[[ Dataset records, beginning ]]
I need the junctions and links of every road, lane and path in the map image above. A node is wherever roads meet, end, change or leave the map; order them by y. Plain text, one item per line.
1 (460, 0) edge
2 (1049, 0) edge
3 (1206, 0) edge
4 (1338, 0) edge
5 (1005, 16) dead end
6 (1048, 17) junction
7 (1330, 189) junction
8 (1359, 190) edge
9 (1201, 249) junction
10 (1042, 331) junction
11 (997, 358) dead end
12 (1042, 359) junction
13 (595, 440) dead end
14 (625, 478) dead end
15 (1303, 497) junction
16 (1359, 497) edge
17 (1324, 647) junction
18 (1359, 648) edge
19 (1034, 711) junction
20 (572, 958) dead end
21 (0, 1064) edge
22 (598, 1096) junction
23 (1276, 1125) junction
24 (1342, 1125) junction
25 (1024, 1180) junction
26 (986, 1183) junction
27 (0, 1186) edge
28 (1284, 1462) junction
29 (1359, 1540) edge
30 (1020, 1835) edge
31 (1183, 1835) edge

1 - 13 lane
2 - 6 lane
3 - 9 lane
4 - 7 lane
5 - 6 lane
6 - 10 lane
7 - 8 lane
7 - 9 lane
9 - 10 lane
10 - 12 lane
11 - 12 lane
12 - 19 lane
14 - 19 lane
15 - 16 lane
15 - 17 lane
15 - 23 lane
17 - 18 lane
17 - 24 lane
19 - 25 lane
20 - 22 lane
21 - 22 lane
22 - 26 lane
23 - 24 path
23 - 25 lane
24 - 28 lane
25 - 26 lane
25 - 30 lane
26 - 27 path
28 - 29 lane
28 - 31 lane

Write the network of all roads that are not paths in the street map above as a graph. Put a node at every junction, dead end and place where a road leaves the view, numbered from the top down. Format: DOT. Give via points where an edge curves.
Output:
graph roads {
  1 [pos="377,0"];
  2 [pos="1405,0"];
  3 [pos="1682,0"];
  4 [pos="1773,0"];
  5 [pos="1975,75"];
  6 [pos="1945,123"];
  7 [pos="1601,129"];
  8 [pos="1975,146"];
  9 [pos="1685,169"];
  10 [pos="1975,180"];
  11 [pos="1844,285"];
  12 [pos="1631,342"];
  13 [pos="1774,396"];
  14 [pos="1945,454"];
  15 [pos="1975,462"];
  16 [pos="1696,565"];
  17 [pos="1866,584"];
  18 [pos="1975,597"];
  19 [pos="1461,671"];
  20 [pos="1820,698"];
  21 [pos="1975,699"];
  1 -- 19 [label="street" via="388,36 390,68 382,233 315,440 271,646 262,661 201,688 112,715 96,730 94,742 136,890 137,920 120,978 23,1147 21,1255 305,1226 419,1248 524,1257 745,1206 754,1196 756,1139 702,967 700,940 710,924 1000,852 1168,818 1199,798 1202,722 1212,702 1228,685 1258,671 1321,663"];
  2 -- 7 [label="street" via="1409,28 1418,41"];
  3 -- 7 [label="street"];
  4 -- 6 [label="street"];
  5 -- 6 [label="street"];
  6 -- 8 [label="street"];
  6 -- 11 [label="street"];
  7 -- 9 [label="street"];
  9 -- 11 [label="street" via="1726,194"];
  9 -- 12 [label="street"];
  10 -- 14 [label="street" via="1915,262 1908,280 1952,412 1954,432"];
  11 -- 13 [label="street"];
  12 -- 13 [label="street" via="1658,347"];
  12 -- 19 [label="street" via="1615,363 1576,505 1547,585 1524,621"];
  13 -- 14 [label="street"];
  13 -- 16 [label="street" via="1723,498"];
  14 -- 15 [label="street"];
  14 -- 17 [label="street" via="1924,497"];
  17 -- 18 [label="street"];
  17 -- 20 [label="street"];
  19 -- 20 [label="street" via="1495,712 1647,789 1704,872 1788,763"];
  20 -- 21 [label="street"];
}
[[ Dataset records, end ]]
* _Work to be completed_: Copy every entry exactly as it is given.

* _Written reply_:
I need the junctions and links of every road, lane and path in the map image above. A node is wherever roads meet, end, change or leave the map; order them by y. Plain text, one item per line.
1 (460, 0) edge
2 (1049, 0) edge
3 (1206, 0) edge
4 (1338, 0) edge
5 (1005, 16) dead end
6 (1048, 17) junction
7 (1330, 189) junction
8 (1359, 190) edge
9 (1201, 249) junction
10 (1042, 331) junction
11 (997, 358) dead end
12 (1042, 359) junction
13 (595, 440) dead end
14 (625, 478) dead end
15 (1303, 497) junction
16 (1359, 497) edge
17 (1324, 647) junction
18 (1359, 648) edge
19 (1034, 711) junction
20 (572, 958) dead end
21 (0, 1064) edge
22 (598, 1096) junction
23 (1276, 1125) junction
24 (1342, 1125) junction
25 (1024, 1180) junction
26 (986, 1183) junction
27 (0, 1186) edge
28 (1284, 1462) junction
29 (1359, 1540) edge
30 (1020, 1835) edge
31 (1183, 1835) edge

1 - 13 lane
2 - 6 lane
3 - 9 lane
4 - 7 lane
5 - 6 lane
6 - 10 lane
7 - 8 lane
7 - 9 lane
9 - 10 lane
10 - 12 lane
11 - 12 lane
12 - 19 lane
14 - 19 lane
15 - 16 lane
15 - 17 lane
15 - 23 lane
17 - 18 lane
17 - 24 lane
19 - 25 lane
20 - 22 lane
21 - 22 lane
22 - 26 lane
23 - 24 path
23 - 25 lane
24 - 28 lane
25 - 26 lane
25 - 30 lane
26 - 27 path
28 - 29 lane
28 - 31 lane

Write the network of all roads that are not paths in the street map above as a graph. Put a node at every junction, dead end and place where a road leaves the view, numbered from the top down. Format: DOT. Give via points where an edge curves.
Output:
graph roads {
  1 [pos="377,0"];
  2 [pos="1405,0"];
  3 [pos="1682,0"];
  4 [pos="1773,0"];
  5 [pos="1975,75"];
  6 [pos="1945,123"];
  7 [pos="1601,129"];
  8 [pos="1975,146"];
  9 [pos="1685,169"];
  10 [pos="1975,180"];
  11 [pos="1844,285"];
  12 [pos="1631,342"];
  13 [pos="1774,396"];
  14 [pos="1945,454"];
  15 [pos="1975,462"];
  16 [pos="1696,565"];
  17 [pos="1866,584"];
  18 [pos="1975,597"];
  19 [pos="1461,671"];
  20 [pos="1820,698"];
  21 [pos="1975,699"];
  1 -- 19 [label="street" via="388,36 390,68 382,233 315,440 271,646 262,661 201,688 112,715 96,730 94,742 136,890 137,920 120,978 23,1147 21,1255 305,1226 419,1248 524,1257 745,1206 754,1196 756,1139 702,967 700,940 710,924 1000,852 1168,818 1199,798 1202,722 1212,702 1228,685 1258,671 1321,663"];
  2 -- 7 [label="street" via="1409,28 1418,41"];
  3 -- 7 [label="street"];
  4 -- 6 [label="street"];
  5 -- 6 [label="street"];
  6 -- 8 [label="street"];
  6 -- 11 [label="street"];
  7 -- 9 [label="street"];
  9 -- 11 [label="street" via="1726,194"];
  9 -- 12 [label="street"];
  10 -- 14 [label="street" via="1915,262 1908,280 1952,412 1954,432"];
  11 -- 13 [label="street"];
  12 -- 13 [label="street" via="1658,347"];
  12 -- 19 [label="street" via="1615,363 1576,505 1547,585 1524,621"];
  13 -- 14 [label="street"];
  13 -- 16 [label="street" via="1723,498"];
  14 -- 15 [label="street"];
  14 -- 17 [label="street" via="1924,497"];
  17 -- 18 [label="street"];
  17 -- 20 [label="street"];
  19 -- 20 [label="street" via="1495,712 1647,789 1704,872 1788,763"];
  20 -- 21 [label="street"];
}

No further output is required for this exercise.